#### Instructions for the task
I'd like the entries that follow repeated exactly, with the pictures left out.

#### Task data
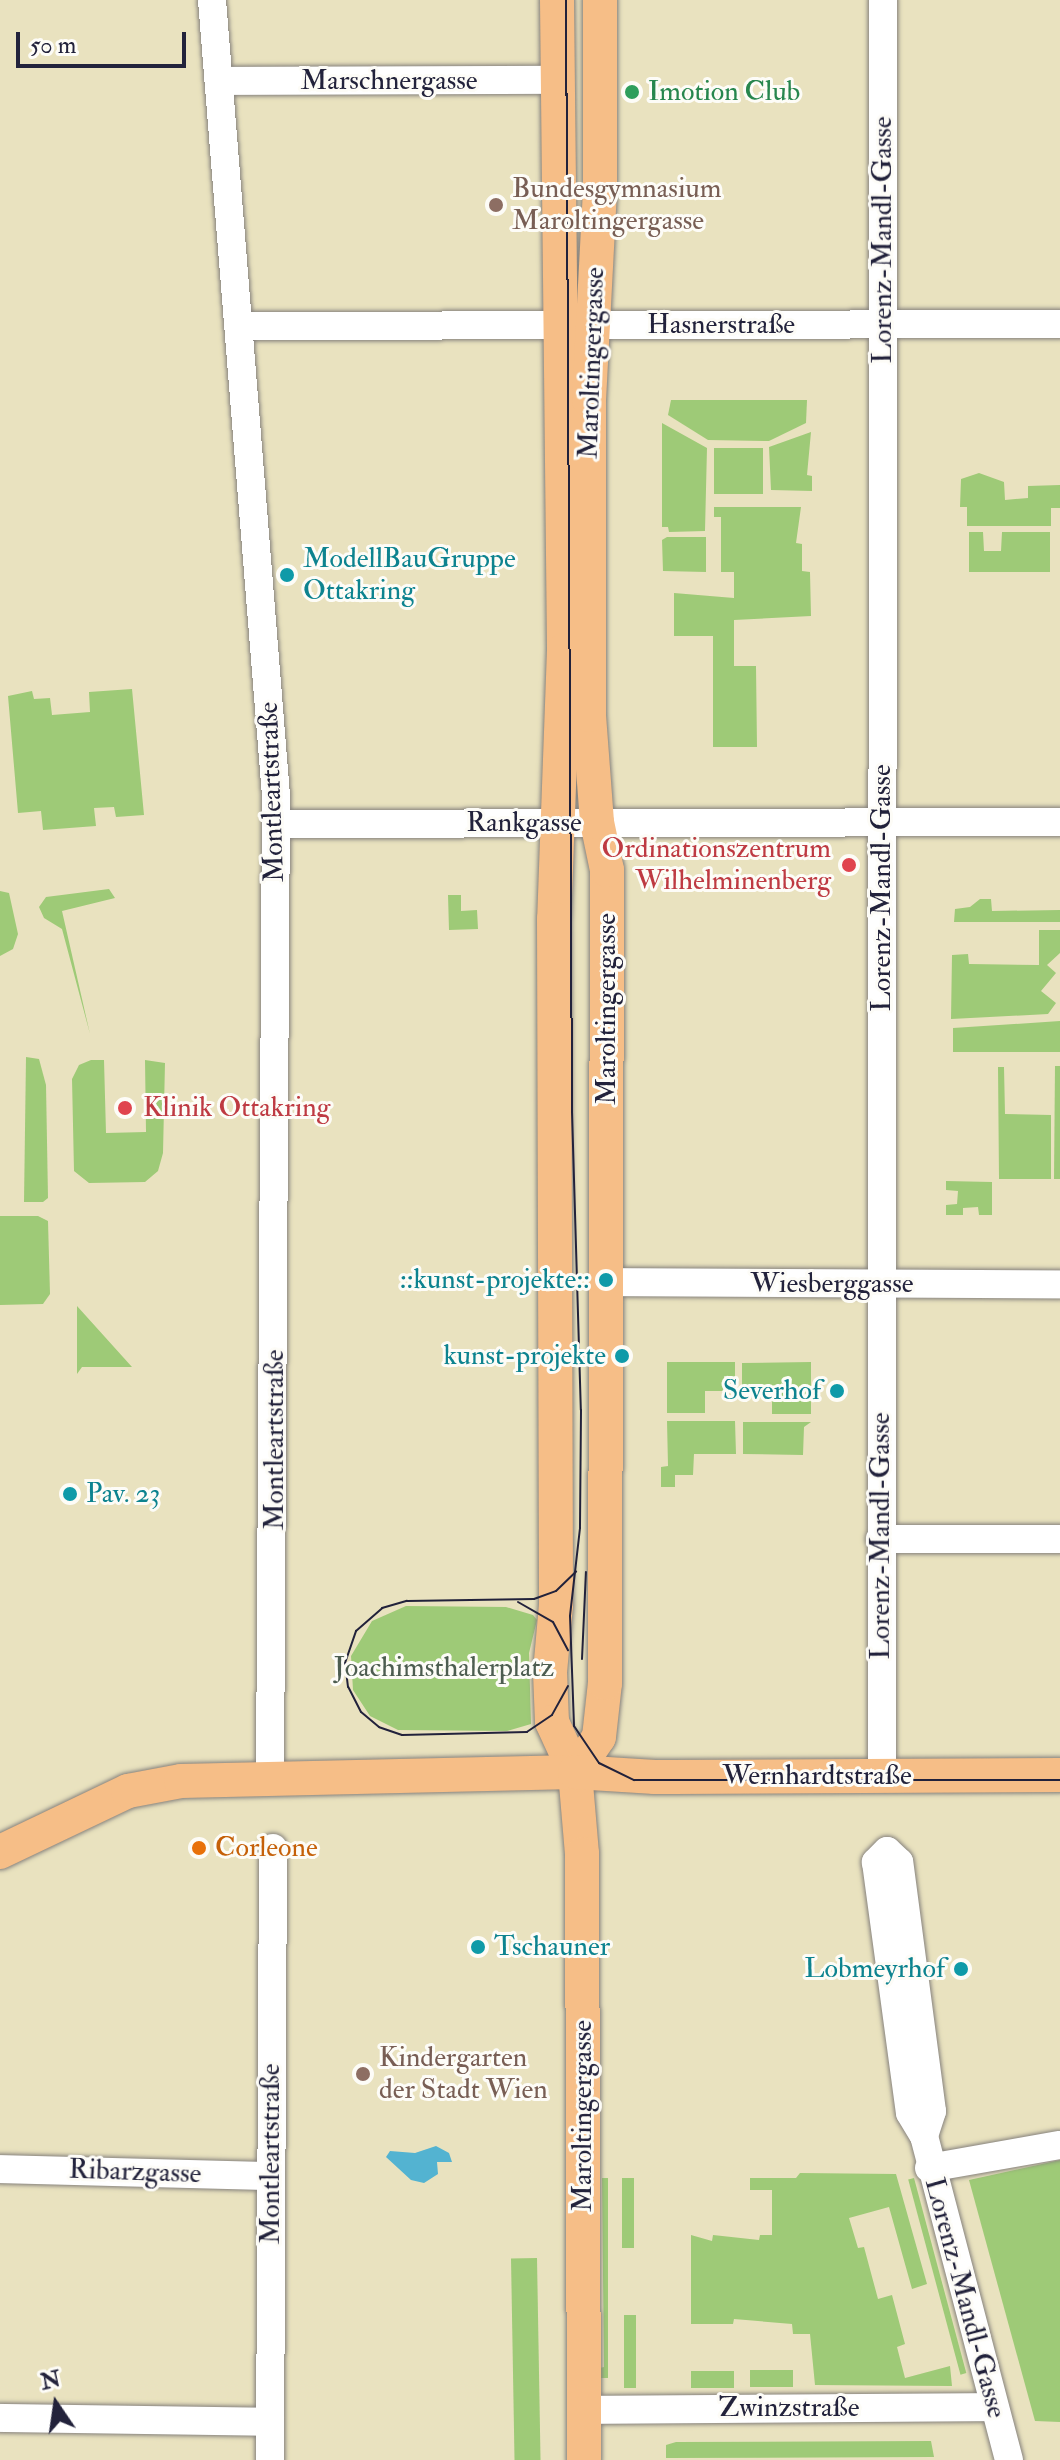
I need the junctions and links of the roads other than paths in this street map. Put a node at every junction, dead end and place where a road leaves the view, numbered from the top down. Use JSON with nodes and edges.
{"nodes":[{"id":1,"x":212,"y":0,"type":"edge"},
{"id":2,"x":557,"y":0,"type":"edge"},
{"id":3,"x":600,"y":0,"type":"edge"},
{"id":4,"x":883,"y":0,"type":"edge"},
{"id":5,"x":558,"y":80,"type":"junction"},
{"id":6,"x":219,"y":81,"type":"junction"},
{"id":7,"x":577,"y":324,"type":"junction"},
{"id":8,"x":1060,"y":324,"type":"edge"},
{"id":9,"x":239,"y":326,"type":"junction"},
{"id":10,"x":883,"y":326,"type":"junction"},
{"id":11,"x":597,"y":822,"type":"junction"},
{"id":12,"x":1060,"y":822,"type":"edge"},
{"id":13,"x":559,"y":823,"type":"junction"},
{"id":14,"x":882,"y":823,"type":"junction"},
{"id":15,"x":276,"y":824,"type":"junction"},
{"id":16,"x":604,"y":1282,"type":"junction"},
{"id":17,"x":1060,"y":1284,"type":"edge"},
{"id":18,"x":883,"y":1285,"type":"junction"},
{"id":19,"x":880,"y":1539,"type":"junction"},
{"id":20,"x":1060,"y":1539,"type":"edge"},
{"id":21,"x":575,"y":1772,"type":"junction"},
{"id":22,"x":882,"y":1775,"type":"junction"},
{"id":23,"x":1060,"y":1775,"type":"edge"},
{"id":24,"x":270,"y":1777,"type":"junction"},
{"id":25,"x":273,"y":1848,"type":"dead end"},
{"id":26,"x":0,"y":1852,"type":"edge"},
{"id":27,"x":924,"y":2136,"type":"junction"},
{"id":28,"x":1060,"y":2145,"type":"edge"},
{"id":29,"x":929,"y":2168,"type":"junction"},
{"id":30,"x":0,"y":2169,"type":"edge"},
{"id":31,"x":271,"y":2176,"type":"junction"},
{"id":32,"x":994,"y":2407,"type":"junction"},
{"id":33,"x":584,"y":2410,"type":"junction"},
{"id":34,"x":0,"y":2418,"type":"edge"},
{"id":35,"x":270,"y":2422,"type":"junction"},
{"id":36,"x":270,"y":2460,"type":"edge"},
{"id":37,"x":584,"y":2460,"type":"edge"},
{"id":38,"x":1009,"y":2460,"type":"edge"}],
"edges":[{"from":1,"to":6,"type":"street","name":"Montleartstraße"},
{"from":2,"to":5,"type":"main road","name":"Maroltingergasse"},
{"from":3,"to":7,"type":"main road","name":"Maroltingergasse"},
{"from":4,"to":10,"type":"street","name":"Lorenz-Mandl-Gasse"},
{"from":5,"to":6,"type":"street","name":"Marschnergasse"},
{"from":5,"to":7,"type":"main road","name":"Maroltingergasse"},
{"from":6,"to":9,"type":"street","name":"Montleartstraße"},
{"from":7,"to":9,"type":"street","name":"Hasnerstraße"},
{"from":7,"to":10,"type":"street","name":"Hasnerstraße"},
{"from":7,"to":11,"type":"main road","name":"Maroltingergasse"},
{"from":7,"to":13,"type":"main road","name":"Maroltingergasse"},
{"from":8,"to":10,"type":"street","name":"Hasnerstraße"},
{"from":9,"to":15,"type":"street","name":"Montleartstraße"},
{"from":10,"to":14,"type":"street","name":"Lorenz-Mandl-Gasse"},
{"from":11,"to":13,"type":"street","name":"Rankgasse"},
{"from":11,"to":14,"type":"street","name":"Rankgasse"},
{"from":11,"to":16,"type":"main road","name":"Maroltingergasse"},
{"from":12,"to":14,"type":"street","name":"Rankgasse"},
{"from":13,"to":15,"type":"street","name":"Rankgasse"},
{"from":13,"to":21,"type":"main road","name":"Maroltingergasse"},
{"from":14,"to":18,"type":"street","name":"Lorenz-Mandl-Gasse"},
{"from":15,"to":24,"type":"street","name":"Montleartstraße"},
{"from":16,"to":18,"type":"street","name":"Wiesberggasse"},
{"from":16,"to":21,"type":"main road","name":"Maroltingergasse"},
{"from":17,"to":18,"type":"street","name":"Wiesberggasse"},
{"from":18,"to":19,"type":"street","name":"Lorenz-Mandl-Gasse"},
{"from":19,"to":20,"type":"street"},
{"from":19,"to":22,"type":"street","name":"Lorenz-Mandl-Gasse"},
{"from":21,"to":22,"type":"main road","name":"Wernhardtstraße"},
{"from":21,"to":24,"type":"main road"},
{"from":21,"to":33,"type":"main road","name":"Maroltingergasse"},
{"from":22,"to":23,"type":"main road","name":"Wernhardtstraße"},
{"from":24,"to":26,"type":"main road"},
{"from":25,"to":31,"type":"street","name":"Montleartstraße"},
{"from":27,"to":27,"type":"street","name":"Lorenz-Mandl-Gasse"},
{"from":27,"to":29,"type":"street","name":"Lorenz-Mandl-Gasse"},
{"from":28,"to":29,"type":"street"},
{"from":29,"to":32,"type":"street","name":"Lorenz-Mandl-Gasse"},
{"from":30,"to":31,"type":"street","name":"Ribarzgasse"},
{"from":31,"to":35,"type":"street","name":"Montleartstraße"},
{"from":32,"to":33,"type":"street","name":"Zwinzstraße"},
{"from":32,"to":38,"type":"street","name":"Lorenz-Mandl-Gasse"},
{"from":33,"to":37,"type":"main road","name":"Maroltingergasse"},
{"from":34,"to":35,"type":"street"},
{"from":35,"to":36,"type":"street","name":"Montleartstraße"}]}
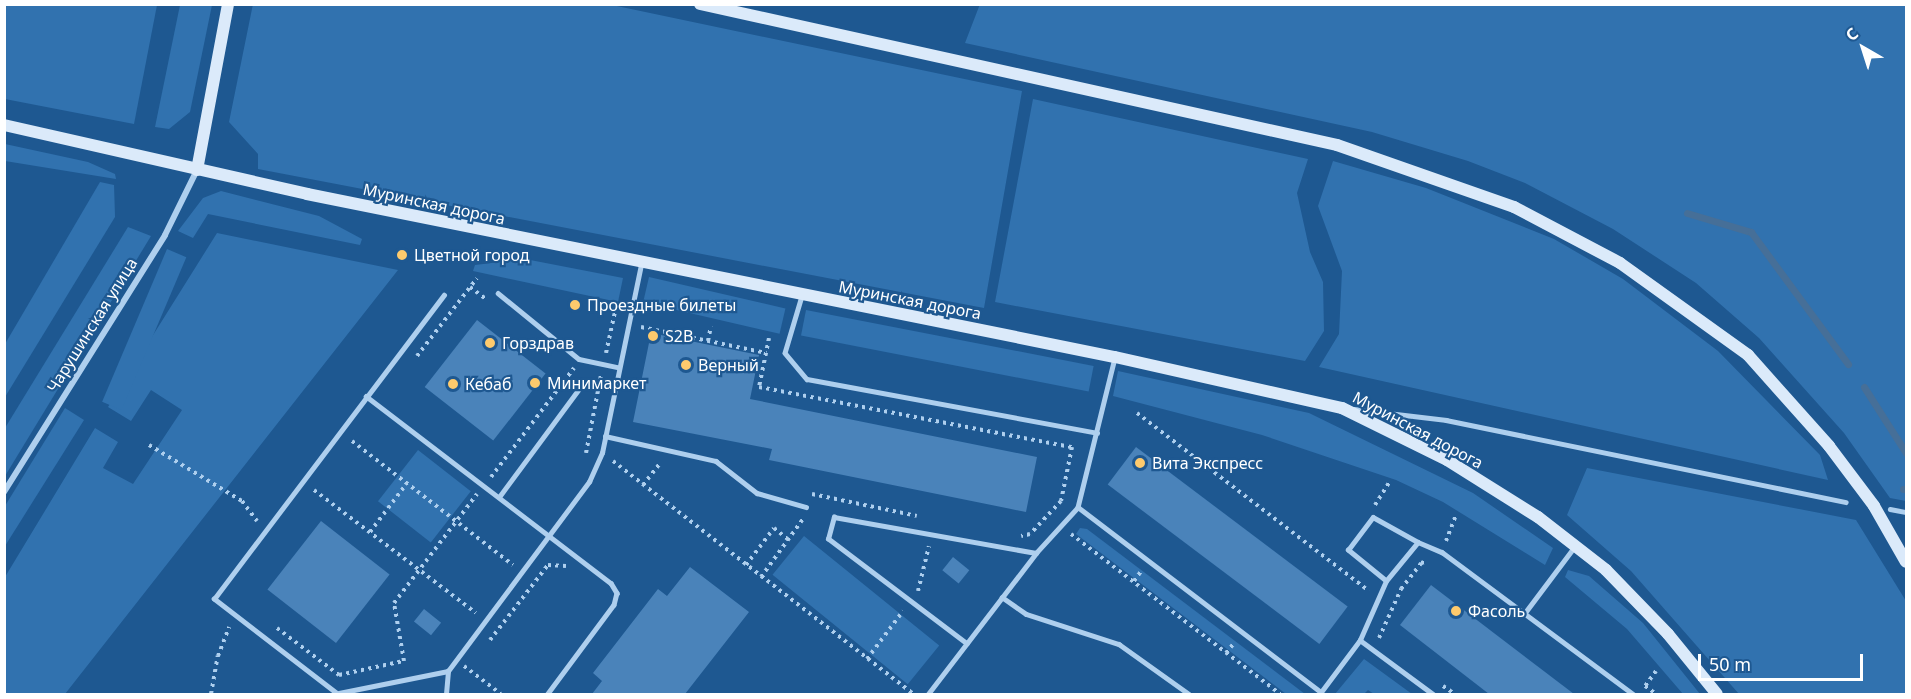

#### Task solution
I need the junctions and links of the roads other than paths in this street map. Put a node at every junction, dead end and place where a road leaves the view, numbered from the top down. Use JSON with nodes and edges.
{"nodes":[{"id":1,"x":212,"y":0,"type":"edge"},
{"id":2,"x":557,"y":0,"type":"edge"},
{"id":3,"x":600,"y":0,"type":"edge"},
{"id":4,"x":883,"y":0,"type":"edge"},
{"id":5,"x":558,"y":80,"type":"junction"},
{"id":6,"x":219,"y":81,"type":"junction"},
{"id":7,"x":577,"y":324,"type":"junction"},
{"id":8,"x":1060,"y":324,"type":"edge"},
{"id":9,"x":239,"y":326,"type":"junction"},
{"id":10,"x":883,"y":326,"type":"junction"},
{"id":11,"x":597,"y":822,"type":"junction"},
{"id":12,"x":1060,"y":822,"type":"edge"},
{"id":13,"x":559,"y":823,"type":"junction"},
{"id":14,"x":882,"y":823,"type":"junction"},
{"id":15,"x":276,"y":824,"type":"junction"},
{"id":16,"x":604,"y":1282,"type":"junction"},
{"id":17,"x":1060,"y":1284,"type":"edge"},
{"id":18,"x":883,"y":1285,"type":"junction"},
{"id":19,"x":880,"y":1539,"type":"junction"},
{"id":20,"x":1060,"y":1539,"type":"edge"},
{"id":21,"x":575,"y":1772,"type":"junction"},
{"id":22,"x":882,"y":1775,"type":"junction"},
{"id":23,"x":1060,"y":1775,"type":"edge"},
{"id":24,"x":270,"y":1777,"type":"junction"},
{"id":25,"x":273,"y":1848,"type":"dead end"},
{"id":26,"x":0,"y":1852,"type":"edge"},
{"id":27,"x":924,"y":2136,"type":"junction"},
{"id":28,"x":1060,"y":2145,"type":"edge"},
{"id":29,"x":929,"y":2168,"type":"junction"},
{"id":30,"x":0,"y":2169,"type":"edge"},
{"id":31,"x":271,"y":2176,"type":"junction"},
{"id":32,"x":994,"y":2407,"type":"junction"},
{"id":33,"x":584,"y":2410,"type":"junction"},
{"id":34,"x":0,"y":2418,"type":"edge"},
{"id":35,"x":270,"y":2422,"type":"junction"},
{"id":36,"x":270,"y":2460,"type":"edge"},
{"id":37,"x":584,"y":2460,"type":"edge"},
{"id":38,"x":1009,"y":2460,"type":"edge"}],
"edges":[{"from":1,"to":6,"type":"street","name":"Montleartstraße"},
{"from":2,"to":5,"type":"main road","name":"Maroltingergasse"},
{"from":3,"to":7,"type":"main road","name":"Maroltingergasse"},
{"from":4,"to":10,"type":"street","name":"Lorenz-Mandl-Gasse"},
{"from":5,"to":6,"type":"street","name":"Marschnergasse"},
{"from":5,"to":7,"type":"main road","name":"Maroltingergasse"},
{"from":6,"to":9,"type":"street","name":"Montleartstraße"},
{"from":7,"to":9,"type":"street","name":"Hasnerstraße"},
{"from":7,"to":10,"type":"street","name":"Hasnerstraße"},
{"from":7,"to":11,"type":"main road","name":"Maroltingergasse"},
{"from":7,"to":13,"type":"main road","name":"Maroltingergasse"},
{"from":8,"to":10,"type":"street","name":"Hasnerstraße"},
{"from":9,"to":15,"type":"street","name":"Montleartstraße"},
{"from":10,"to":14,"type":"street","name":"Lorenz-Mandl-Gasse"},
{"from":11,"to":13,"type":"street","name":"Rankgasse"},
{"from":11,"to":14,"type":"street","name":"Rankgasse"},
{"from":11,"to":16,"type":"main road","name":"Maroltingergasse"},
{"from":12,"to":14,"type":"street","name":"Rankgasse"},
{"from":13,"to":15,"type":"street","name":"Rankgasse"},
{"from":13,"to":21,"type":"main road","name":"Maroltingergasse"},
{"from":14,"to":18,"type":"street","name":"Lorenz-Mandl-Gasse"},
{"from":15,"to":24,"type":"street","name":"Montleartstraße"},
{"from":16,"to":18,"type":"street","name":"Wiesberggasse"},
{"from":16,"to":21,"type":"main road","name":"Maroltingergasse"},
{"from":17,"to":18,"type":"street","name":"Wiesberggasse"},
{"from":18,"to":19,"type":"street","name":"Lorenz-Mandl-Gasse"},
{"from":19,"to":20,"type":"street"},
{"from":19,"to":22,"type":"street","name":"Lorenz-Mandl-Gasse"},
{"from":21,"to":22,"type":"main road","name":"Wernhardtstraße"},
{"from":21,"to":24,"type":"main road"},
{"from":21,"to":33,"type":"main road","name":"Maroltingergasse"},
{"from":22,"to":23,"type":"main road","name":"Wernhardtstraße"},
{"from":24,"to":26,"type":"main road"},
{"from":25,"to":31,"type":"street","name":"Montleartstraße"},
{"from":27,"to":27,"type":"street","name":"Lorenz-Mandl-Gasse"},
{"from":27,"to":29,"type":"street","name":"Lorenz-Mandl-Gasse"},
{"from":28,"to":29,"type":"street"},
{"from":29,"to":32,"type":"street","name":"Lorenz-Mandl-Gasse"},
{"from":30,"to":31,"type":"street","name":"Ribarzgasse"},
{"from":31,"to":35,"type":"street","name":"Montleartstraße"},
{"from":32,"to":33,"type":"street","name":"Zwinzstraße"},
{"from":32,"to":38,"type":"street","name":"Lorenz-Mandl-Gasse"},
{"from":33,"to":37,"type":"main road","name":"Maroltingergasse"},
{"from":34,"to":35,"type":"street"},
{"from":35,"to":36,"type":"street","name":"Montleartstraße"}]}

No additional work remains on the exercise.